DIRECTIONS —
Search the data for the string "from" and copy each line where it turns up.

***** TASK MATERIAL

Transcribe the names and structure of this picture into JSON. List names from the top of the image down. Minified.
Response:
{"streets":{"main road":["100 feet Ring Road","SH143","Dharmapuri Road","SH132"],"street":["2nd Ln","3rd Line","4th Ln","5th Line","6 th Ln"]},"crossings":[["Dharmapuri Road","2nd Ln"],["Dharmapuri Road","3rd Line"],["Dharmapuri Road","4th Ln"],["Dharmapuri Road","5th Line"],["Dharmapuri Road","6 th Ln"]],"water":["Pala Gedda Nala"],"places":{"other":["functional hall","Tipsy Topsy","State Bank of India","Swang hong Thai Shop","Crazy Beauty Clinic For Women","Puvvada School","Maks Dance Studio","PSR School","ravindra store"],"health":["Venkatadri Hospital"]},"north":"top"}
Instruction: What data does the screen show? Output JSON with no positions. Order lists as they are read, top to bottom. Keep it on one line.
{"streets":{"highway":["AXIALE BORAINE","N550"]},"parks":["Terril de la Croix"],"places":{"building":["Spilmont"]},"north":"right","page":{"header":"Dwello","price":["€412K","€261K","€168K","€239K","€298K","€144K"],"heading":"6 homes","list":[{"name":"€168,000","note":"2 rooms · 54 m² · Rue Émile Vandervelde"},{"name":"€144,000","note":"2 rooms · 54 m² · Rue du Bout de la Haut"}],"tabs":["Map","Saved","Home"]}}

**********
***** TASK MATERIAL

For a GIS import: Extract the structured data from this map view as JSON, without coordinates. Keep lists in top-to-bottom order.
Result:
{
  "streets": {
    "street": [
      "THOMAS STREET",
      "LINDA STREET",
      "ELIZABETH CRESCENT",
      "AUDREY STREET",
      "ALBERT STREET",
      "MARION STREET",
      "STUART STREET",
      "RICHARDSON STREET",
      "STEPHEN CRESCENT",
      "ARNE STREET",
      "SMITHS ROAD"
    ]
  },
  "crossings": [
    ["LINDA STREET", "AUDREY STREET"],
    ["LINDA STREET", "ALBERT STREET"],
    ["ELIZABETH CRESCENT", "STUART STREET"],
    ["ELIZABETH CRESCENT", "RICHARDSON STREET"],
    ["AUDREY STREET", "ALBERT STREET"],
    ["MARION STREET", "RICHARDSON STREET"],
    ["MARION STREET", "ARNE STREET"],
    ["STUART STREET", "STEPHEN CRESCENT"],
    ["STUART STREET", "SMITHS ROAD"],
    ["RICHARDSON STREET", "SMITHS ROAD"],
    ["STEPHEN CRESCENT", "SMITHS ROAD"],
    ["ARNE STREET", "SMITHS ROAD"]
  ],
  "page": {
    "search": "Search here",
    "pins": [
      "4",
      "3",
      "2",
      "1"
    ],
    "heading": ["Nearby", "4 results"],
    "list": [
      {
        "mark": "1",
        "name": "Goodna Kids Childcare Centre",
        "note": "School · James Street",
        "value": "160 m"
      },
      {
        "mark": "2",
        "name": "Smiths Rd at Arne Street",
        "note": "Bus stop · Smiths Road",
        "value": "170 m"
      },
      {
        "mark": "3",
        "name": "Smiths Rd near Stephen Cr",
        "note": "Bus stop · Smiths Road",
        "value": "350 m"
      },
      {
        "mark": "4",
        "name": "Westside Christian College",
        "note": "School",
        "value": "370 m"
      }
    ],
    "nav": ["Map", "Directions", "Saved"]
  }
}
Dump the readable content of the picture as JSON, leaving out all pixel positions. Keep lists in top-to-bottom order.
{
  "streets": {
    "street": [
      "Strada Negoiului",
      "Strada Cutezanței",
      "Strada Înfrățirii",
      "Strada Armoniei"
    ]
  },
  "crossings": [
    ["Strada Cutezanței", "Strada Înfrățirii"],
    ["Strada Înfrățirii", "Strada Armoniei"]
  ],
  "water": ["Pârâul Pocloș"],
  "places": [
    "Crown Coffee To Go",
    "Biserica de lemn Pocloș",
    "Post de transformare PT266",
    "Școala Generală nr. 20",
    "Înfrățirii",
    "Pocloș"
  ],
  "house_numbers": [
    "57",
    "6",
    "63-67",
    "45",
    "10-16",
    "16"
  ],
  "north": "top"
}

**********

WRITTEN ANSWER —
Transcribe the names and structure of this picture into JSON. List names from the top of the image down. Minified.
For a GIS import: Extract the structured data from this map view as JSON, without coordinates. Keep lists in top-to-bottom order.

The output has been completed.